India's digitisation journey holds lessons for other countries, according to a latest paper published by the International Monetary Fund. Titled as 'Stacking up the Benefits: Lessons from India’s Digital Journey,' the paper says that the country has developed a world-class digital public infrastructure (DPI) to support its sustainable development goals.
DPI refers to a set of shared digital building blocks, such as applications, systems, and platforms, powered by interoperable open standards or specifications. India Stack is the collective name of a set of commonly used DPIs in India; it consists of three different layers—unique identity (Aadhaar), complimentary payments systems (Unified Payments Interface, Aadhaar Payments Bridge, Aadhaar Enabled Payment Service), and data exchange (DigiLocker and Account Aggregator).
"India’s foundational DPI, called India Stack, has been harnessed to foster innovation and competition, expand markets, close gaps in financial inclusion, boost government revenue collection and improve public expenditure efficiency. India’s journey in developing a world-class DPI highlights powerful lessons for other countries embarking on their own digital transformation, in particular a design approach that focuses on shared building blocks and supporting innovation across the ecosystem," the paper says.
In terms of the DPI model in the healthcare system, according to the global organisation, the country through the Co-WIN app sped up Covid-19 vaccine distribution. "Using a digital backbone allowed India to scale its vaccine delivery quickly and overcome challenges such as large-scale internal migration. The technology underlying CoWIN has been deployed in Indonesia, Philippines, Sri Lanka and Jamaica to help facilitate their vaccination programs," the paper says.
In terms of the DPI model in financial institutions, the paper says that the Indian government played a catalytic role in acting as an anchor client and establishing institutions to ensure continuity in India's stack operations. "DPI is an example of a two-sided market where the value of the platform increases for both participants as the numbers on each side increase. By using the DPI to provide social benefits, the government encouraged take-up by individuals and gave service providers the comfort of access to a large client base," the paper says.
The government also promoted the use of technology as ‘utilities’ and created a category of not-for-profit companies with a public purpose (National Information Utilities), according to the paper.
"The National Payments Corporation of India, an initiative between the Reserve Bank of India and the Indian Banks Association, which unites and operates retail payments and settlement system, is an example of such a company. This is one strategy to strike a balance between curbing monopoly rents and providing these services effectively and efficiently, without the various human resources and procurement challenges that often plague large government projects. The tax administration also played a pioneering role in rolling out a tax ID (PAN) using an innovative PPP approach, from where important lessons were drawn to develop Aadhaar," the paper says.

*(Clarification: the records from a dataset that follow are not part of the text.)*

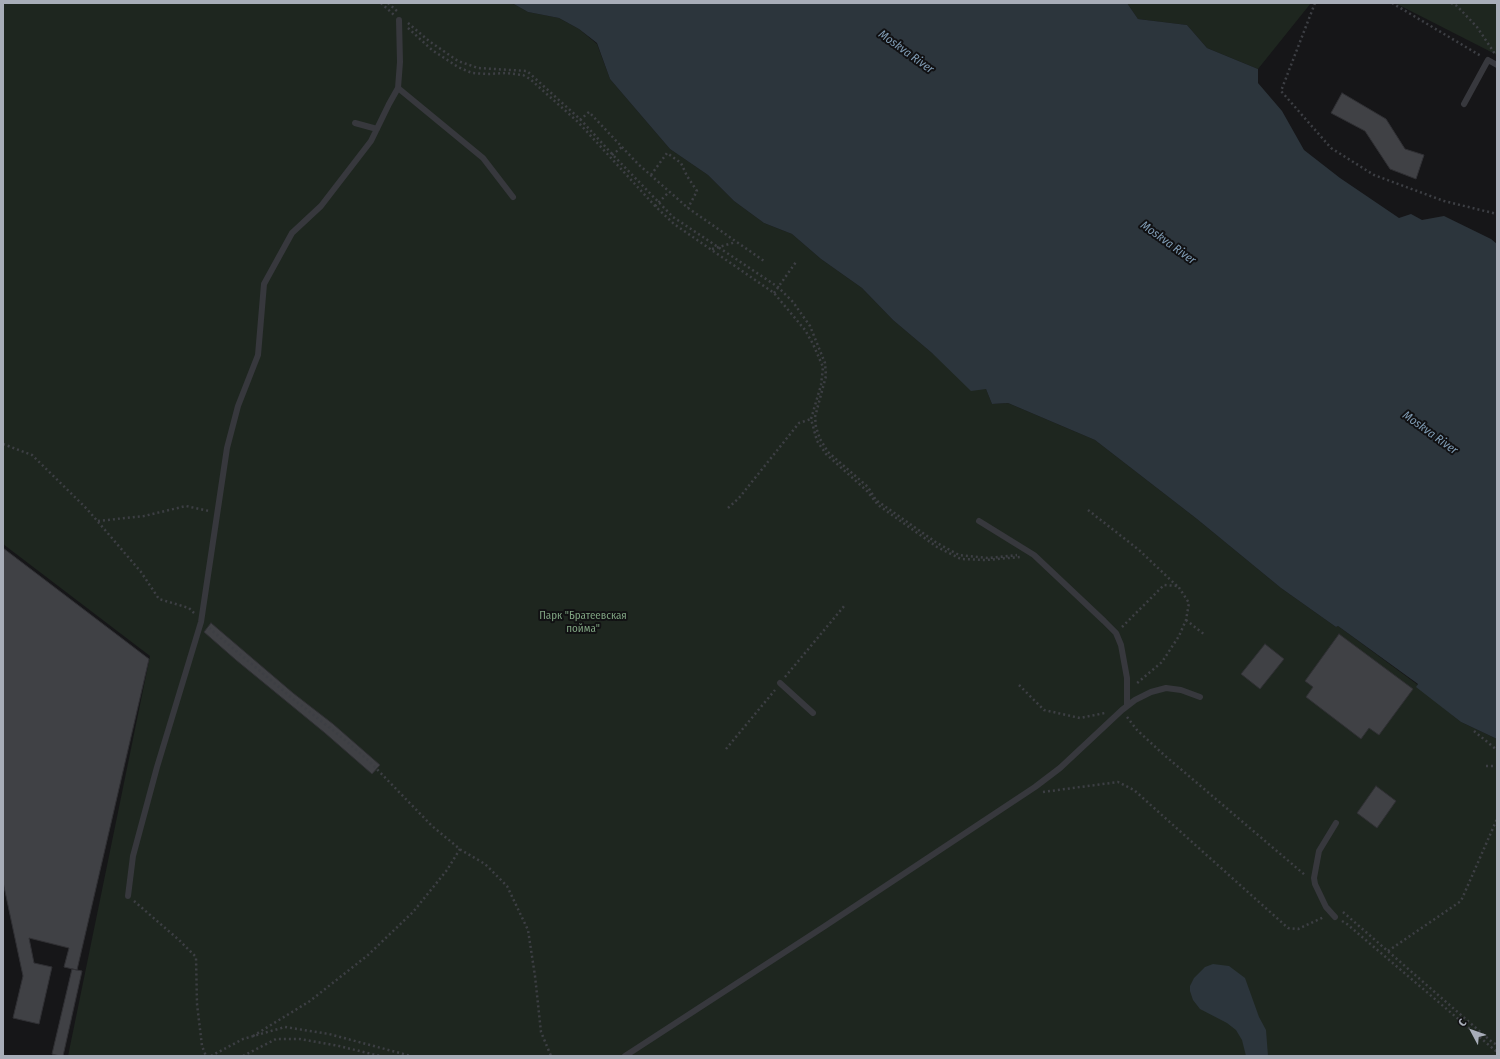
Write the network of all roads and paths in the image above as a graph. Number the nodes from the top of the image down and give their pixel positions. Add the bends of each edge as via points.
1 (381, 3) edge
2 (388, 3) edge
3 (1315, 3) edge
4 (1392, 3) edge
5 (1451, 3) edge
6 (399, 13) dead end
7 (401, 19) junction
8 (1497, 56) edge
9 (1488, 60) junction
10 (1497, 65) edge
11 (398, 88) junction
12 (1464, 104) dead end
13 (580, 121) junction
14 (355, 123) dead end
15 (377, 129) junction
16 (622, 147) junction
17 (612, 156) junction
18 (651, 175) junction
19 (670, 192) junction
20 (513, 198) dead end
21 (658, 203) junction
22 (655, 206) junction
23 (688, 208) junction
24 (1497, 214) edge
25 (736, 242) junction
26 (718, 247) junction
27 (711, 249) junction
28 (764, 261) dead end
29 (796, 262) dead end
30 (778, 287) junction
31 (774, 294) junction
32 (811, 419) junction
33 (3, 444) edge
34 (728, 508) dead end
35 (1088, 510) dead end
36 (217, 513) junction
37 (98, 521) junction
38 (979, 521) dead end
39 (1032, 554) junction
40 (1022, 557) dead end
41 (1178, 586) junction
42 (1186, 620) junction
43 (201, 622) junction
44 (1116, 633) junction
45 (1205, 635) dead end
46 (780, 684) dead end
47 (1019, 685) dead end
48 (1126, 692) junction
49 (1200, 697) dead end
50 (1124, 708) junction
51 (813, 713) dead end
52 (1102, 718) dead end
53 (1474, 732) dead end
54 (1497, 750) edge
55 (1486, 766) dead end
56 (1497, 766) edge
57 (1036, 787) junction
58 (1497, 819) edge
59 (1336, 823) dead end
60 (460, 849) junction
61 (1315, 884) junction
62 (128, 896) joint
63 (1339, 908) dead end
64 (1335, 918) junction
65 (1388, 951) junction
66 (253, 1036) junction
67 (1497, 1045) edge
68 (1497, 1052) edge
69 (206, 1056) edge
70 (211, 1056) edge
71 (243, 1056) edge
72 (380, 1056) edge
73 (411, 1056) edge
74 (551, 1056) edge
75 (625, 1056) edge

1 - 7 path
2 - 6 path
3 - 24 path via 1281,91 1331,148 1374,175 1444,201
4 - 9 path
5 - 8 path via 1477,27
7 - 11 lane
7 - 13 path via 458,61 478,68 527,71
7 - 13 path via 414,35 458,67 472,73 523,75
9 - 10 lane
9 - 12 lane
11 - 15 lane
11 - 20 lane via 483,158
13 - 16 path via 590,112
13 - 17 path
14 - 15 lane
15 - 36 lane via 371,141 321,206 292,233 264,284 258,355 238,406 227,448
16 - 17 path
16 - 18 path
17 - 21 path
17 - 22 path
18 - 19 path
18 - 23 path via 667,153 681,163 697,191
19 - 21 path
19 - 23 path
21 - 22 path
21 - 26 path via 673,217
22 - 27 path via 674,224
23 - 25 path
25 - 26 path
25 - 28 path
26 - 27 path
26 - 30 path
27 - 31 path
29 - 30 path
30 - 31 path
30 - 39 path via 793,302 810,326 825,363 826,376 815,417 820,439 828,452 868,487 876,500 937,543 959,555 988,558
31 - 32 path via 805,330 823,368
32 - 34 path via 799,423 739,498
32 - 40 path via 817,441 826,454 867,491 878,505 937,547 961,558 986,560
33 - 37 path via 32,455
35 - 41 path via 1139,550
36 - 37 path via 186,506 144,516
36 - 43 lane
37 - 43 path via 141,572 159,599 189,608
38 - 39 lane
39 - 44 lane
41 - 42 path via 1189,603
41 - 44 path via 1164,585
42 - 45 path
42 - 48 path via 1162,662
43 - 60 path via 364,756 432,826
43 - 62 lane via 149,797 134,856
44 - 48 lane via 1127,678
46 - 51 lane
47 - 52 path via 1044,710 1080,718 1108,712
48 - 50 lane
49 - 50 lane via 1166,688 1151,692
50 - 57 lane
50 - 61 path via 1137,730 1163,754
53 - 54 path
55 - 56 path
57 - 64 path via 1039,792 1043,792 1118,782 1134,790 1288,928 1298,929 1325,916
57 - 75 lane
58 - 65 path via 1461,901
59 - 61 lane via 1319,852
60 - 66 path via 413,912 368,955 310,1001
60 - 74 path via 485,864 507,886 528,930 540,1032
61 - 64 lane via 1326,907
62 - 69 path via 196,957 197,1004 202,1046
63 - 65 path
64 - 68 path via 1347,924
65 - 67 path
66 - 70 path
66 - 73 path via 285,1028 329,1034
71 - 72 path via 276,1039 300,1039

However, the IMF paper says that certain features of India’s journey would be difficult to replicate elsewhere, but these are not preconditions for success. The paper also says that despite a robust digital stack, the country continues to reel with challenges such as digital literacy and the digital divide, which represent a barrier to engaging with DPI-based solutions. "A robust data protection framework is essential to protect citizens’ privacy, prevent companies and governments from indiscriminately collecting data, and holding companies and governments accountable for data breaches to incentivize appropriate data handling and adequate investments in cybersecurity. The DPI can also help support efforts to make social assistance more resilient and adaptable," the paper says.